_What is required_. Among the records below, find the line that has "wrist: (294, 283)"; from there, give the lines again exactly, and stop after the line that has "thumb ip: (415, 265)".

_Data for processing_.
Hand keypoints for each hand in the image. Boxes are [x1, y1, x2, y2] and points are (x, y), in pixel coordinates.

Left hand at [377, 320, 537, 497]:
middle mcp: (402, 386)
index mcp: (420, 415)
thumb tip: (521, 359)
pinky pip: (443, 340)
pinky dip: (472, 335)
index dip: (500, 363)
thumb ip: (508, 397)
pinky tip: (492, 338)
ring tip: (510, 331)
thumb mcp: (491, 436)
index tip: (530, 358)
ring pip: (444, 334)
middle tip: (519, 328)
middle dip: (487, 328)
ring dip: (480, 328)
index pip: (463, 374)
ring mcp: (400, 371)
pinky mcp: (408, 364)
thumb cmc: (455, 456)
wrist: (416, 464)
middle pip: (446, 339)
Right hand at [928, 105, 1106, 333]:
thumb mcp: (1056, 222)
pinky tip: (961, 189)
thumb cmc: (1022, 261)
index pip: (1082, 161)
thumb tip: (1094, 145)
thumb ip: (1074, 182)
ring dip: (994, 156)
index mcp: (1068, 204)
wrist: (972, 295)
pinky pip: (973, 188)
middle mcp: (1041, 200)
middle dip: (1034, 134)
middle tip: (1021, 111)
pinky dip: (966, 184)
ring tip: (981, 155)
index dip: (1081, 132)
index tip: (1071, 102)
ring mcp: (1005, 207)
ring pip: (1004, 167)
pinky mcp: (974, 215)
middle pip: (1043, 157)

* * *

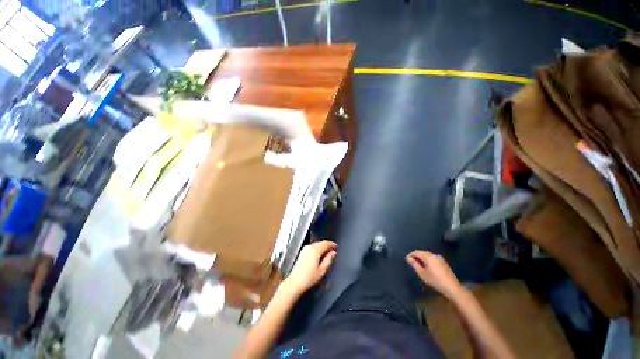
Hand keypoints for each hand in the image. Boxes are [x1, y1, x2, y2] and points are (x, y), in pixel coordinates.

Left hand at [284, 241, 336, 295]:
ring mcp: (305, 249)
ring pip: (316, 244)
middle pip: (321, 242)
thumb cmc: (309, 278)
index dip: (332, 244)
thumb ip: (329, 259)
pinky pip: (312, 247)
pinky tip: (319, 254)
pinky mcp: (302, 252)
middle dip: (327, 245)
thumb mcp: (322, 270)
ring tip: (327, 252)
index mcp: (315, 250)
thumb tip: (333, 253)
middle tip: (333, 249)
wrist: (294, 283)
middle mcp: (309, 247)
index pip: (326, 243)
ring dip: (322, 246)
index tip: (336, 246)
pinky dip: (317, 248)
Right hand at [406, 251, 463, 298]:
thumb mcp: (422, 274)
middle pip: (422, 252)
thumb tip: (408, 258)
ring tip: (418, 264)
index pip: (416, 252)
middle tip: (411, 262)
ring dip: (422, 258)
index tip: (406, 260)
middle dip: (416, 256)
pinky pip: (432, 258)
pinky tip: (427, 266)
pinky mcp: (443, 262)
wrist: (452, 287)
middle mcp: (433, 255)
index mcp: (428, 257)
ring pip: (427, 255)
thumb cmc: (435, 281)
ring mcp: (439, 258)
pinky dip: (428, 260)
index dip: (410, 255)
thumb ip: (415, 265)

_Result_.
wrist: (294, 283)
middle mcp: (309, 247)
index pip: (326, 243)
ring dip: (322, 246)
index tip: (336, 246)
pinky dip: (317, 248)
Right hand at [406, 251, 463, 298]:
thumb mcp: (422, 274)
middle pip: (422, 252)
thumb tip: (408, 258)
ring tip: (418, 264)
index pip: (416, 252)
middle tip: (411, 262)
ring dip: (422, 258)
index tip: (406, 260)
middle dip: (416, 256)
pinky pip: (432, 258)
pinky tip: (427, 266)
pinky mcp: (443, 262)
wrist: (452, 287)
middle mcp: (433, 255)
index mcp: (428, 257)
ring pip: (427, 255)
thumb cmc: (435, 281)
ring mcp: (439, 258)
pinky dip: (428, 260)
index dip: (410, 255)
thumb ip: (415, 265)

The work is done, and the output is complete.